**Prompt**
Write the entries below out again exactly, but skip the pictures.

[Collected data entries]
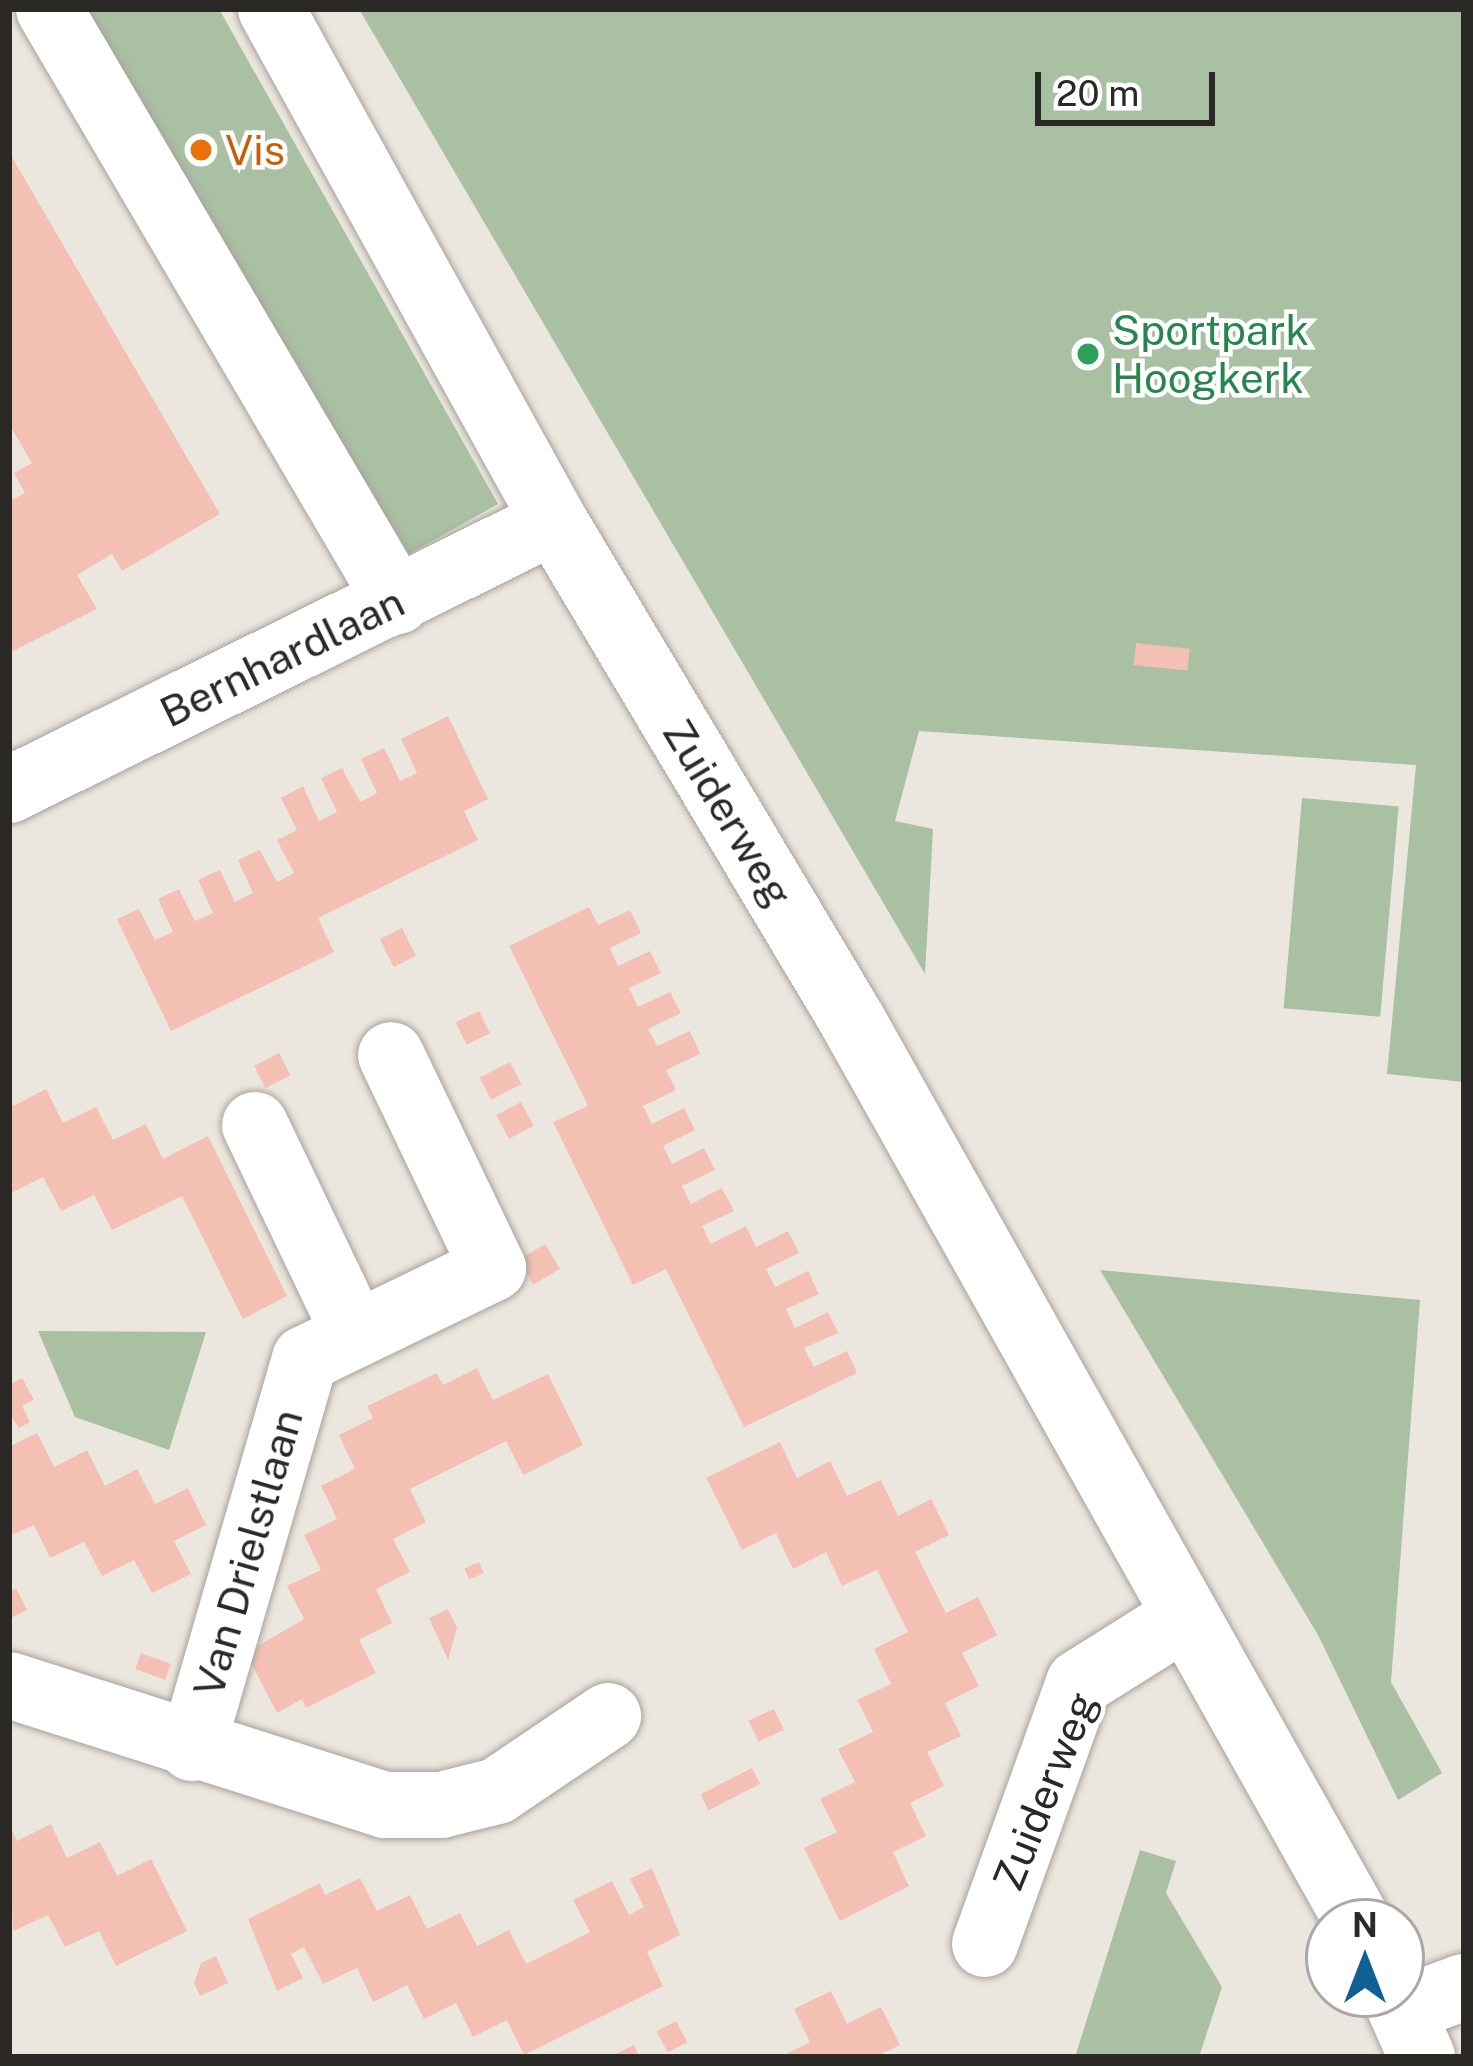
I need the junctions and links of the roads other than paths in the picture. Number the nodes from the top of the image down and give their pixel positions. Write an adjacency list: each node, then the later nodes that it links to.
1 (271, 9): 3 (street, Zuiderweg)
2 (37, 19): 4 (street)
3 (554, 521): 4 (street, Bernhardlaan); 9 (street, Zuiderweg)
4 (397, 601): 5 (street, Bernhardlaan)
5 (9, 790)
6 (391, 1055): 8 (street)
7 (255, 1125): 8 (street)
8 (330, 1346): 12 (street, Van Drielstlaan)
9 (1186, 1616): 13 (street, Zuiderweg); 14 (street, Zuiderweg)
10 (9, 1685): 12 (street, Van Drielstlaan)
11 (608, 1716): 12 (street, Van Drielstlaan)
12 (192, 1748)
13 (1345, 1898)
14 (985, 1944)
15 (1464, 1987): 16 (street)
16 (1406, 2020)

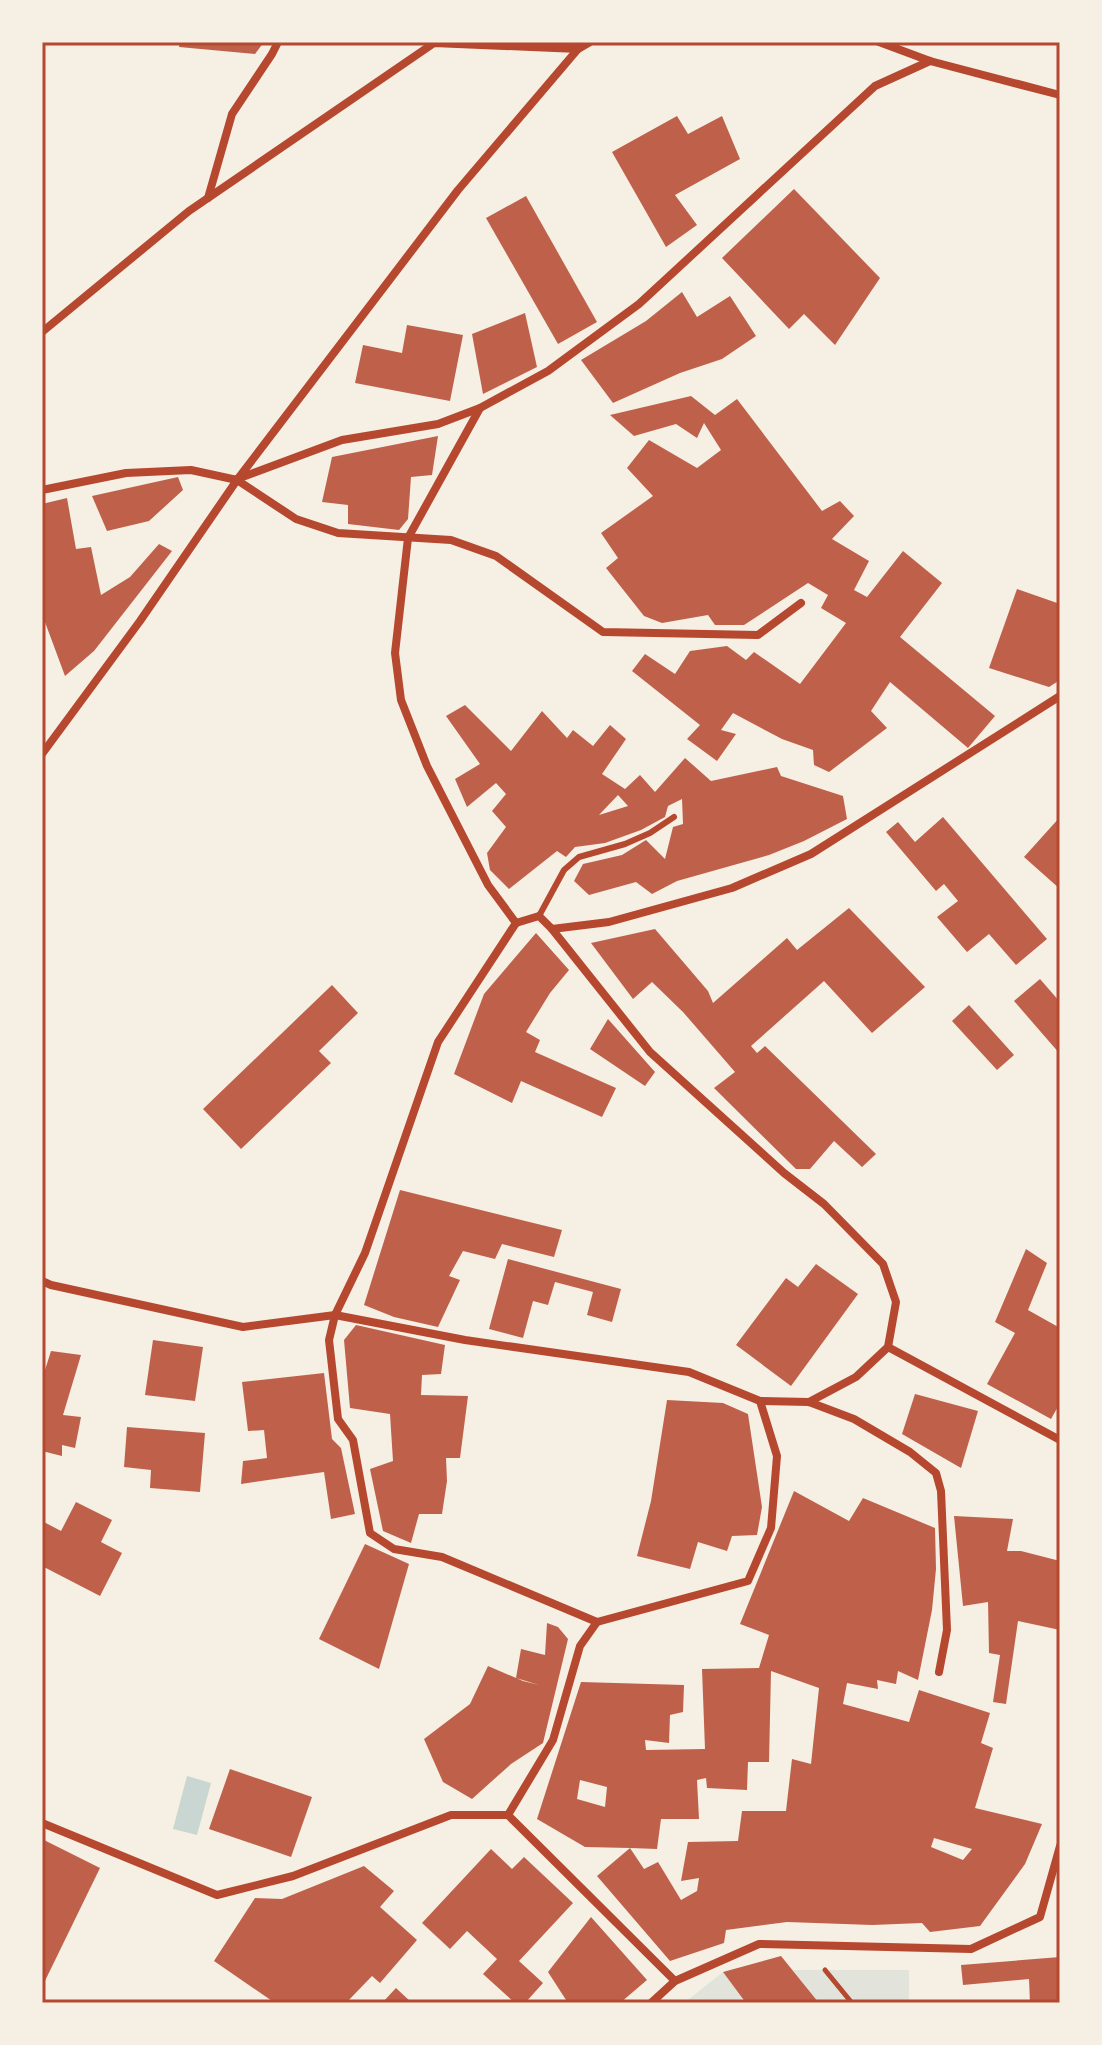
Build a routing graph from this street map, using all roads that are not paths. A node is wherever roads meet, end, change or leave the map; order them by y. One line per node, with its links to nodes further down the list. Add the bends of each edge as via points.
1 (278, 42): 7 (street, via 232,114)
2 (590, 42): 4 (street)
3 (879, 42): 5 (street)
4 (578, 49): 7 (street, via 434,43); 10 (street, via 458,190)
5 (930, 61): 6 (street); 9 (street, via 875,86 639,304 548,371)
6 (1060, 95)
7 (207, 199): 8 (street)
8 (42, 332)
9 (480, 408): 10 (street, via 438,424 342,440); 12 (street)
10 (237, 480): 11 (street, via 191,470 126,473); 12 (street, via 296,519 338,533); 15 (street)
11 (42, 490)
12 (408, 538): 13 (street, via 451,540 496,556 603,632 758,635); 18 (street, via 395,653 401,700 433,779 488,885)
13 (801, 603)
14 (1060, 696): 19 (street, via 811,854 732,888 609,922)
15 (42, 754)
16 (674, 817): 17 (lane, via 625,844 579,857 564,870)
17 (539, 916): 18 (street); 19 (street)
18 (516, 923): 21 (street, via 438,1042 365,1253)
19 (552, 929): 22 (street, via 650,1052 824,1204 883,1264 896,1302)
20 (42, 1281): 21 (street, via 243,1327)
21 (335, 1315): 23 (street, via 465,1340 689,1372); 26 (street, via 329,1340 338,1419 353,1440 370,1533 394,1549 442,1557)
22 (888, 1347): 24 (street, via 856,1377); 25 (street)
23 (760, 1401): 24 (street); 26 (street, via 777,1456 771,1528 748,1581)
24 (809, 1402): 27 (street, via 854,1419 936,1473 947,1630)
25 (1060, 1440)
26 (597, 1622): 28 (street, via 580,1646 553,1740)
27 (939, 1672)
28 (508, 1815): 29 (street, via 451,1815 293,1876 217,1895); 31 (street)
29 (42, 1823)
30 (1060, 1846): 31 (street, via 1040,1917 971,1949 759,1944)
31 (675, 1981): 32 (street)
32 (651, 2003)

**Your response**
I need the junctions and links of the roads other than paths in the picture. Number the nodes from the top of the image down and give their pixel positions. Write an adjacency list: each node, then the later nodes that it links to.
1 (271, 9): 3 (street, Zuiderweg)
2 (37, 19): 4 (street)
3 (554, 521): 4 (street, Bernhardlaan); 9 (street, Zuiderweg)
4 (397, 601): 5 (street, Bernhardlaan)
5 (9, 790)
6 (391, 1055): 8 (street)
7 (255, 1125): 8 (street)
8 (330, 1346): 12 (street, Van Drielstlaan)
9 (1186, 1616): 13 (street, Zuiderweg); 14 (street, Zuiderweg)
10 (9, 1685): 12 (street, Van Drielstlaan)
11 (608, 1716): 12 (street, Van Drielstlaan)
12 (192, 1748)
13 (1345, 1898)
14 (985, 1944)
15 (1464, 1987): 16 (street)
16 (1406, 2020)

Build a routing graph from this street map, using all roads that are not paths. A node is wherever roads meet, end, change or leave the map; order them by y. One line per node, with its links to nodes further down the list. Add the bends of each edge as via points.
1 (278, 42): 7 (street, via 232,114)
2 (590, 42): 4 (street)
3 (879, 42): 5 (street)
4 (578, 49): 7 (street, via 434,43); 10 (street, via 458,190)
5 (930, 61): 6 (street); 9 (street, via 875,86 639,304 548,371)
6 (1060, 95)
7 (207, 199): 8 (street)
8 (42, 332)
9 (480, 408): 10 (street, via 438,424 342,440); 12 (street)
10 (237, 480): 11 (street, via 191,470 126,473); 12 (street, via 296,519 338,533); 15 (street)
11 (42, 490)
12 (408, 538): 13 (street, via 451,540 496,556 603,632 758,635); 18 (street, via 395,653 401,700 433,779 488,885)
13 (801, 603)
14 (1060, 696): 19 (street, via 811,854 732,888 609,922)
15 (42, 754)
16 (674, 817): 17 (lane, via 625,844 579,857 564,870)
17 (539, 916): 18 (street); 19 (street)
18 (516, 923): 21 (street, via 438,1042 365,1253)
19 (552, 929): 22 (street, via 650,1052 824,1204 883,1264 896,1302)
20 (42, 1281): 21 (street, via 243,1327)
21 (335, 1315): 23 (street, via 465,1340 689,1372); 26 (street, via 329,1340 338,1419 353,1440 370,1533 394,1549 442,1557)
22 (888, 1347): 24 (street, via 856,1377); 25 (street)
23 (760, 1401): 24 (street); 26 (street, via 777,1456 771,1528 748,1581)
24 (809, 1402): 27 (street, via 854,1419 936,1473 947,1630)
25 (1060, 1440)
26 (597, 1622): 28 (street, via 580,1646 553,1740)
27 (939, 1672)
28 (508, 1815): 29 (street, via 451,1815 293,1876 217,1895); 31 (street)
29 (42, 1823)
30 (1060, 1846): 31 (street, via 1040,1917 971,1949 759,1944)
31 (675, 1981): 32 (street)
32 (651, 2003)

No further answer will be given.